If he’s still not eating, you can try a commercially prepared product such as:

Stella & Chewy’s Freeze-Dried Meal Mixers: these meal mixers come in a variety of flavors, so you’re sure to find one your fur baby loves! These are great for dogs that are picky eaters or that need a little variety added to their kibble. Just sprinkle the food on top of your dog’s normal dry dog food, or mix it in with his food. These are made of freeze-dried meat that is responsibly sourced and it contains no hormones, antibiotics, grains, peas, lentils, or potatoes. It’s perfect for dogs at all life stages.
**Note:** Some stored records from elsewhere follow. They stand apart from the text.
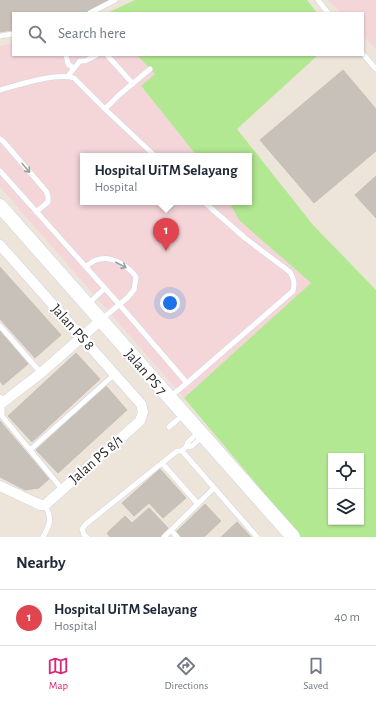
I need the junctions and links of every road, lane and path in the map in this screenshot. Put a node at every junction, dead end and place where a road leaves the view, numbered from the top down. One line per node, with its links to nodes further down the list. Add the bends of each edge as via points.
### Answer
1 (115, 0): 3 (lane)
2 (318, 0): 4 (lane)
3 (92, 12)
4 (327, 12)
5 (12, 34): 6 (lane)
6 (0, 36)
7 (364, 55): 13 (lane)
8 (66, 56): 11 (lane, via 68,64)
9 (95, 56): 11 (lane, via 80,61)
10 (108, 56): 15 (lane)
11 (73, 68): 14 (lane)
12 (150, 69): 15 (lane)
13 (376, 69)
14 (68, 76): 16 (lane); 17 (lane, via 74,78)
15 (133, 84): 17 (lane)
16 (0, 90)
17 (105, 109): 19 (lane)
18 (0, 139): 23 (lane, one-way to 23, via 46,191 48,202)
19 (152, 153)
20 (0, 171): 23 (lane)
21 (208, 205): 34 (lane, via 290,272 295,280 293,291)
22 (0, 206): 27 (street, Jalan PS 7)
23 (36, 212): 25 (lane)
24 (0, 245): 31 (street, Jalan PS 8)
25 (86, 267): 26 (lane); 28 (lane, one-way to 28, via 96,260 106,259 133,272 136,277 134,290)
26 (105, 288): 27 (lane); 28 (lane)
27 (87, 304): 29 (street, Jalan PS 7)
28 (119, 304): 29 (lane); 34 (lane)
29 (101, 320): 31 (street); 35 (street, Jalan PS 7)
30 (0, 326): 32 (lane)
31 (82, 337): 32 (street); 33 (street, Jalan PS 8)
32 (41, 373): 36 (street)
33 (115, 374): 37 (street, Jalan PS 8, via 141,404); 42 (lane)
34 (187, 383): 35 (lane)
35 (169, 397): 38 (street, Jalan PS 7)
36 (1, 401): 42 (lane, via 2,416)
37 (143, 412): 46 (street, Jalan PS 8/1, via 140,421)
38 (184, 414): 39 (lane); 40 (street, Jalan PS 7)
39 (169, 427)
40 (202, 433): 41 (lane, via 192,446); 55 (street, Jalan PS 7)
41 (184, 449): 43 (lane, via 177,451); 45 (lane)
42 (30, 450): 46 (lane)
43 (162, 463): 47 (lane); 51 (lane, via 86,524 82,529 84,536)
44 (0, 486): 48 (street)
45 (214, 488): 47 (lane); 54 (lane)
46 (62, 489): 48 (street, Jalan PS 8/1)
47 (198, 504): 49 (lane)
48 (45, 505): 50 (lane, via 50,518 49,527)
49 (171, 530): 52 (lane); 53 (lane)
50 (43, 537)
51 (87, 537)
52 (164, 537)
53 (177, 537)
54 (257, 537)
55 (293, 537)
Instinct Cravings Grain Free Recipe Natural Wet Dog Food Toppers: this is another type of meal topper your canine companion may enjoy! The product comes in a variety of flavors including beef, lamb, chicken and salmon. And it’s grain free and does not include potato, corn, wheat, soy, carrageenan, artificial colors, or preservatives. Just sprinkle this tasty topper on your dog’s food, or mix it in. This will give your dog’s normal dry dog food quite a boost!

If your dog still isn’t eating, after you try adding something to make his food taste better, then it’s time to call the vet. Your fur baby may need a different type of dog food, or he may have an underlying health issue that’s caused his loss of appetite.